This is an automated email from the ASF dual-hosted git repository.
kejia pushed a commit to branch main
in repository https://gitbox.apache.org/repos/asf/incubator-gluten.git
The following commit(s) were added to refs/heads/main by this push:
new 9fe8d9299f [GLUTEN-9801] Only delete the files written by the failed
task when calling the abortTask() method (#9844)

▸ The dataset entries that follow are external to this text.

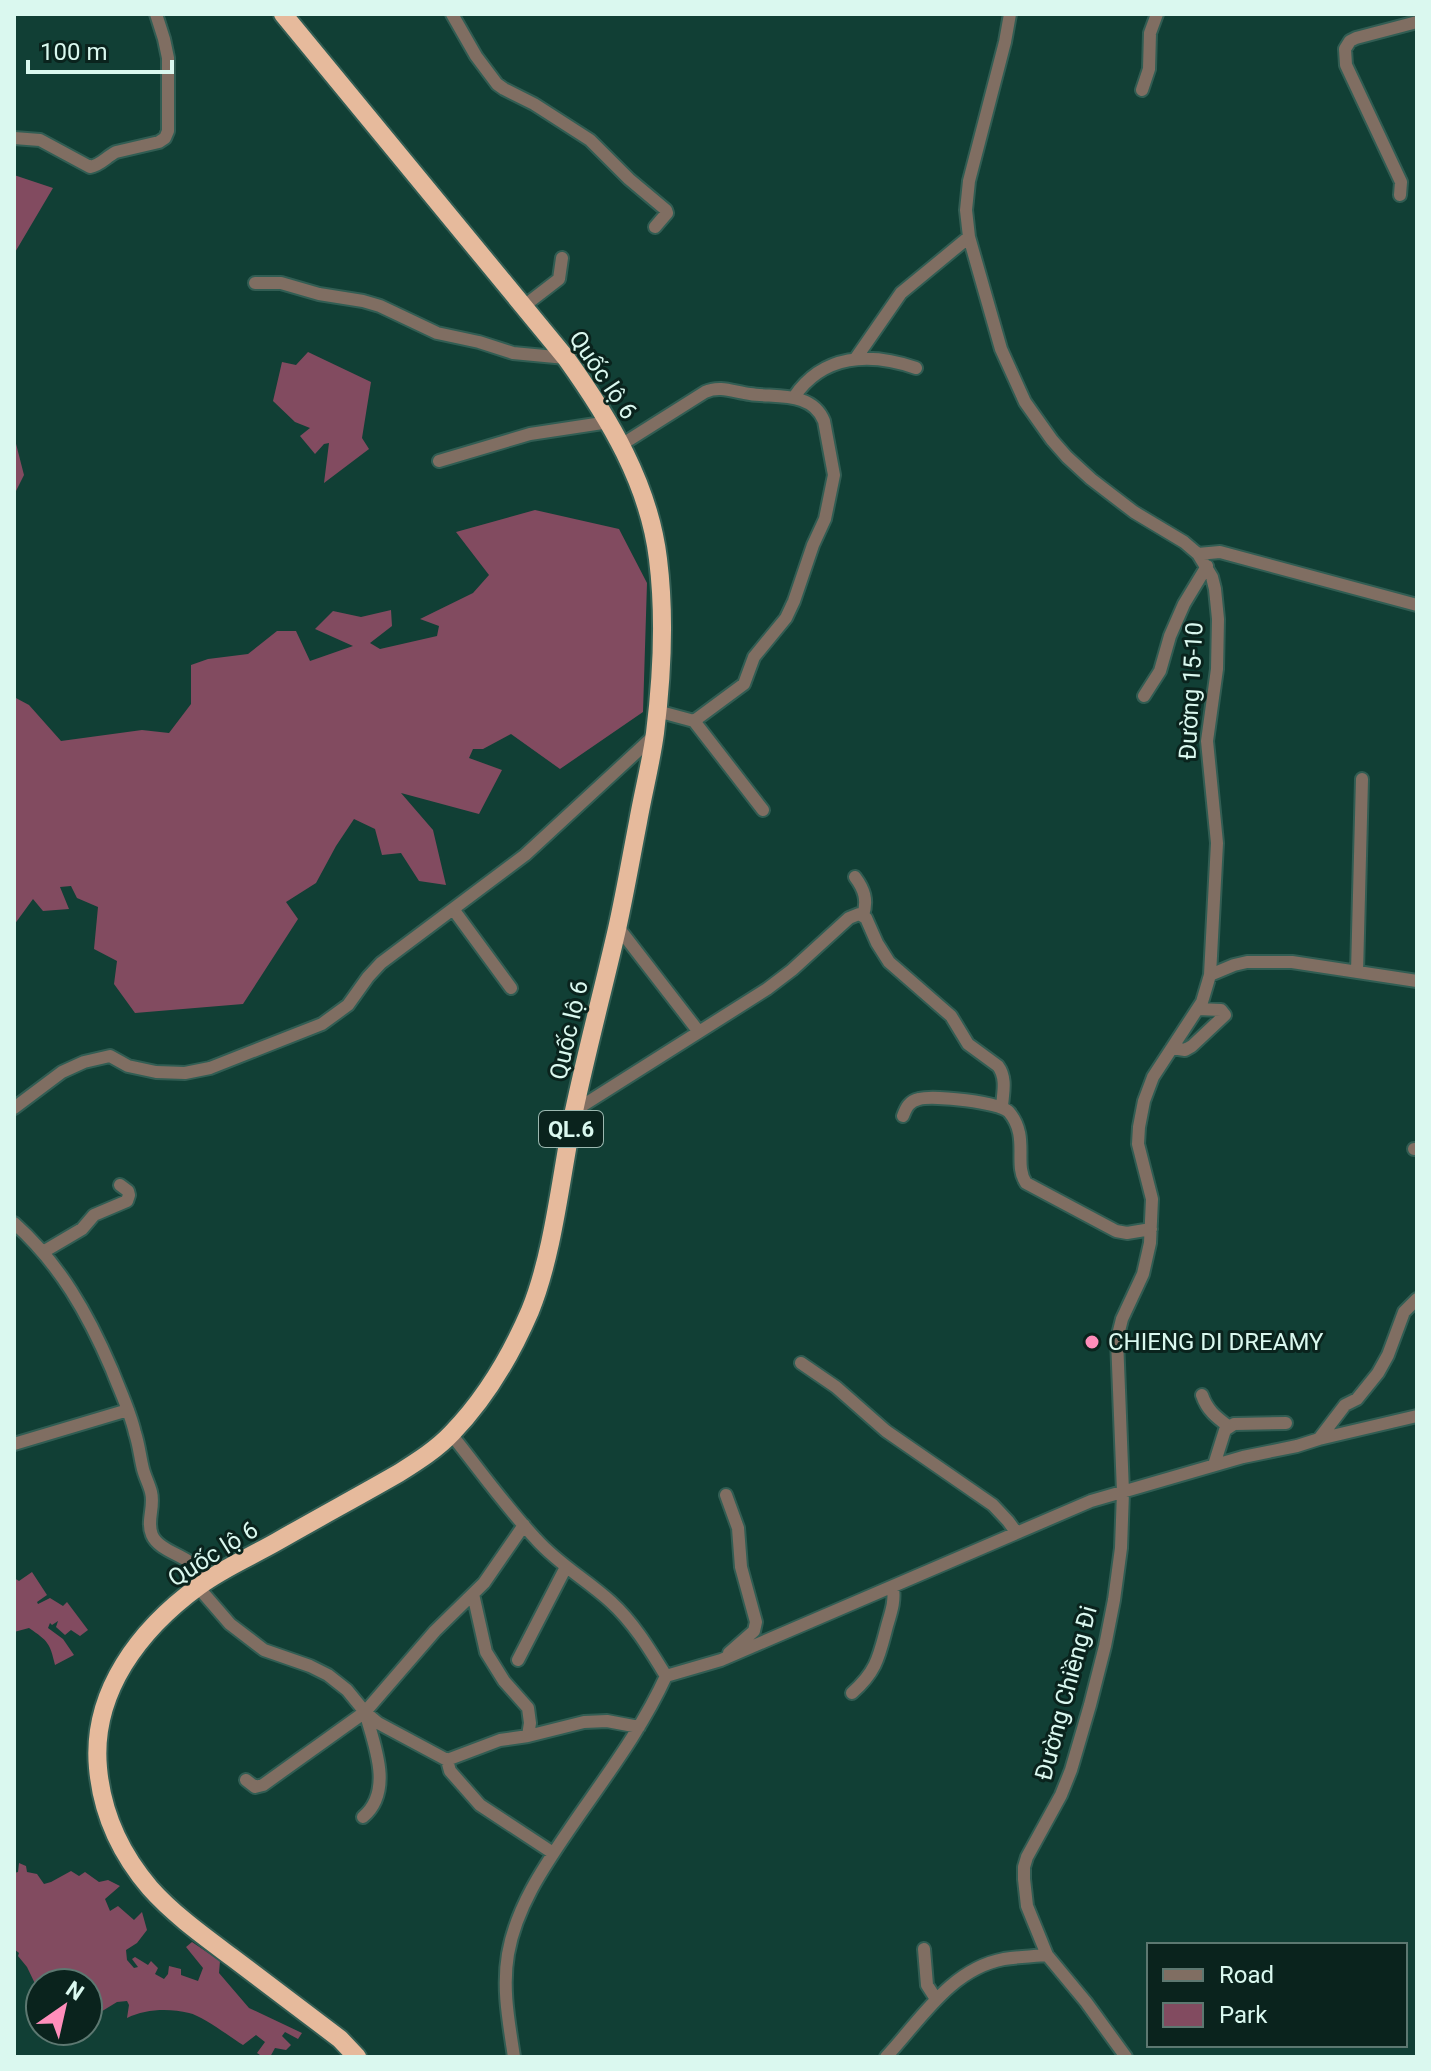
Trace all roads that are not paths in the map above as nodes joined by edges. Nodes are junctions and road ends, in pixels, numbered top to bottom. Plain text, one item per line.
1 (156, 14) edge
2 (283, 14) edge
3 (452, 14) edge
4 (1010, 14) edge
5 (1157, 14) edge
6 (1417, 22) edge
7 (1142, 90) dead end
8 (14, 138) edge
9 (1400, 195) dead end
10 (655, 227) dead end
11 (969, 237) junction
12 (562, 258) dead end
13 (255, 283) dead end
14 (524, 306) junction
15 (566, 358) junction
16 (856, 358) junction
17 (916, 368) dead end
18 (794, 397) junction
19 (609, 422) junction
20 (621, 445) junction
21 (439, 461) dead end
22 (1198, 554) junction
23 (1207, 566) junction
24 (1417, 605) edge
25 (1144, 696) dead end
26 (657, 711) junction
27 (694, 721) junction
28 (655, 735) junction
29 (1362, 779) dead end
30 (763, 810) dead end
31 (855, 877) dead end
32 (453, 909) junction
33 (863, 915) junction
34 (617, 926) junction
35 (1357, 972) junction
36 (1210, 975) junction
37 (1417, 981) edge
38 (511, 988) dead end
39 (1198, 1009) junction
40 (699, 1032) junction
41 (1172, 1048) junction
42 (1002, 1106) junction
43 (14, 1108) edge
44 (574, 1111) junction
45 (903, 1116) dead end
46 (120, 1185) dead end
47 (14, 1223) edge
48 (1151, 1229) junction
49 (43, 1252) junction
50 (1417, 1299) edge
51 (801, 1363) dead end
52 (1202, 1395) dead end
53 (128, 1410) junction
54 (1417, 1416) edge
55 (1286, 1423) dead end
56 (1228, 1426) junction
57 (451, 1434) junction
58 (1319, 1439) junction
59 (14, 1444) edge
60 (1214, 1465) junction
61 (1123, 1492) junction
62 (726, 1495) dead end
63 (524, 1525) junction
64 (1016, 1532) junction
65 (566, 1567) junction
66 (204, 1583) junction
67 (893, 1588) junction
68 (473, 1594) junction
69 (518, 1660) dead end
70 (721, 1660) junction
71 (666, 1676) junction
72 (852, 1693) dead end
73 (365, 1712) junction
74 (639, 1727) junction
75 (528, 1736) junction
76 (447, 1760) junction
77 (246, 1780) dead end
78 (363, 1817) dead end
79 (553, 1853) junction
80 (924, 1949) dead end
81 (1047, 1955) junction
82 (936, 1999) junction
83 (357, 2057) edge
84 (514, 2057) edge
85 (886, 2057) edge
86 (1126, 2057) edge

1 - 8 street
2 - 14 highway, Quốc lộ 6 / QL.6
3 - 10 street
4 - 11 street, Đường 15-10
5 - 7 street
6 - 9 street
11 - 16 street
11 - 22 street, Đường 15-10
12 - 14 street
13 - 15 street
14 - 15 highway, Quốc lộ 6 / QL.6
15 - 19 highway, Quốc lộ 6 / QL.6
16 - 17 street
16 - 18 street
18 - 20 street
18 - 27 street
19 - 20 highway, Quốc lộ 6 / QL.6
19 - 21 street
20 - 26 highway, Quốc lộ 6 / QL.6
22 - 23 street, Đường 15-10
22 - 24 street
23 - 25 street
23 - 36 street, Đường 15-10
26 - 27 street
26 - 28 highway, Quốc lộ 6 / QL.6
27 - 30 street
28 - 32 street
28 - 34 highway, Quốc lộ 6 / QL.6
29 - 35 street
31 - 33 street
32 - 38 street
32 - 43 street
33 - 40 street
33 - 42 street
34 - 40 street
34 - 44 highway, Quốc lộ 6 / QL.6
35 - 36 street
35 - 37 street
36 - 39 street, Đường 15-10
39 - 41 street, Đường 15-10
39 - 41 street
40 - 44 street
41 - 48 street, Đường 15-10
42 - 45 street
42 - 48 street
44 - 57 highway, Quốc lộ 6 / QL.6
46 - 49 street
47 - 49 street
48 - 61 street, Đường 15-10
49 - 53 street
50 - 58 street
51 - 64 street
52 - 56 street
53 - 59 street
53 - 66 street
54 - 58 street
55 - 56 street
56 - 60 street
57 - 63 street
57 - 66 highway, Quốc lộ 6 / QL.6
58 - 60 street
60 - 61 street
61 - 64 street
61 - 81 street, Đường Chiềng Đi
62 - 70 street
63 - 65 street
63 - 68 street
64 - 67 street
65 - 69 street
65 - 71 street
66 - 73 street
66 - 83 highway, Quốc lộ 6 / QL.6
67 - 70 street
67 - 72 street
68 - 73 street
68 - 75 street
70 - 71 street
71 - 74 street
73 - 76 street
73 - 77 street
73 - 78 street
74 - 75 street
74 - 79 street
75 - 76 street
76 - 79 street
79 - 84 street
80 - 82 street
81 - 82 street
81 - 86 street, Đường Chiềng Đi
82 - 85 street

9fe8d9299f is described below
commit 9fe8d9299fa685f18ca7d03e8ee1dcfc14990992
Author: JiaKe <[email protected]>
AuthorDate: Wed Jul 23 09:37:28 2025 +0800
[GLUTEN-9801] Only delete the files written by the failed task when calling
the abortTask() method (#9844)
---
.../backendsapi/velox/VeloxIteratorApi.scala | 2 +-
.../execution/SparkWriteFilesCommitProtocol.scala | 26 +++++++++++++--
.../execution/VeloxColumnarWriteFilesExec.scala | 7 ++--
.../sql/execution/VeloxParquetWriteSuite.scala | 33 ++++++++++++------
cpp/core/compute/Runtime.cc | 7 ++++
cpp/core/compute/Runtime.h | 1 +
cpp/core/jni/JniWrapper.cc | 8 ++++-
cpp/velox/compute/VeloxPlanConverter.cc | 3 +-
cpp/velox/compute/VeloxPlanConverter.h | 1 +
cpp/velox/compute/VeloxRuntime.cc | 9 +++--
cpp/velox/cudf/CudfPlanValidator.cc | 3 +-
cpp/velox/substrait/SubstraitToVeloxPlan.cc | 39 ++++++----------------
cpp/velox/substrait/SubstraitToVeloxPlan.h | 8 ++++-
.../substrait/SubstraitToVeloxPlanValidator.h | 3 +-
.../Substrait2VeloxValuesNodeConversionTest.cc | 2 +-
cpp/velox/tests/VeloxSubstraitRoundTripTest.cc | 5 +--
.../gluten/vectorized/NativePlanEvaluator.java | 5 +--
.../gluten/vectorized/PlanEvaluatorJniWrapper.java | 2 +-
18 files changed, 107 insertions(+), 57 deletions(-)
diff --git
a/backends-velox/src/main/scala/org/apache/gluten/backendsapi/velox/VeloxIteratorApi.scala
b/backends-velox/src/main/scala/org/apache/gluten/backendsapi/velox/VeloxIteratorApi.scala
index c8aa07728f..fa713549fd 100644
---
a/backends-velox/src/main/scala/org/apache/gluten/backendsapi/velox/VeloxIteratorApi.scala
+++
b/backends-velox/src/main/scala/org/apache/gluten/backendsapi/velox/VeloxIteratorApi.scala
@@ -217,7 +217,7 @@ class VeloxIteratorApi extends IteratorApi with Logging {
}
override def injectWriteFilesTempPath(path: String, fileName: String): Unit
= {
- NativePlanEvaluator.injectWriteFilesTempPath(path)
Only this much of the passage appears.